- Aug 17, 2014
- 11,547

Brave Improves Its Ad-Blocker Performance by 69x with New Engine Implementation in Rust | Brave
Brave Shields, which protect users’ privacy from trackers and ads, are one of the cornerstone components of the browser involved in handling every single web request made for loading a website.
We therefore rebuilt our ad-blocker taking inspiration from uBlock Origin and Ghostery’s ad-blocker approach. This focuses on a tokenization approach specific to ad-block rule matching against URLs and rule evaluation optimised to the different kinds of rules. We implemented the new engine in Rust as a memory-safe, performant language compilable down to native code and suitable to run within the native browser core as well as being packaged in a standalone Node.js module. Overall, we found that:
- The new algorithm with optimised set of rules is 69x faster on average than the current engine.
- For the popular filter list combination of EasyList and EasyPrivacy it achieves class-leading performance of spending only 5.7μs on average per request.

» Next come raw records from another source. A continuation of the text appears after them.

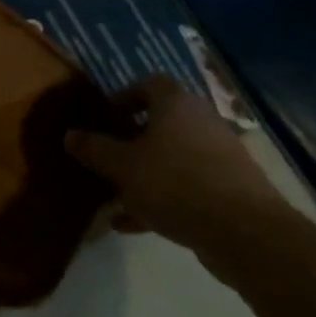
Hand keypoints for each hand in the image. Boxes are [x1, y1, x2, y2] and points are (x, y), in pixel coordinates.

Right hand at [65, 75, 289, 252]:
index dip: (125, 97)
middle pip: (161, 123)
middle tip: (108, 158)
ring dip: (145, 174)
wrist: (245, 232)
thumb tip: (70, 135)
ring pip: (173, 158)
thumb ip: (95, 149)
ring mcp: (220, 156)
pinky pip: (187, 186)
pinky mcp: (230, 190)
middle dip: (132, 141)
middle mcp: (201, 122)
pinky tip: (134, 225)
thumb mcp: (123, 166)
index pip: (149, 84)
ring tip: (116, 197)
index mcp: (176, 104)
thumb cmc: (175, 183)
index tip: (106, 118)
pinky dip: (162, 199)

- An additional benefit of having the blocker built into the core of the browser is even less work duplicating what the browser already does, e.g. for URL parsing. With this information already available, our browser-focused API provides still better performance, cutting average request processing time down to 4.6μs.
- The new engine already supports more of the filter rule syntax that has evolved beyond the original specification, which will allow us to handle web compatibility issues better and faster.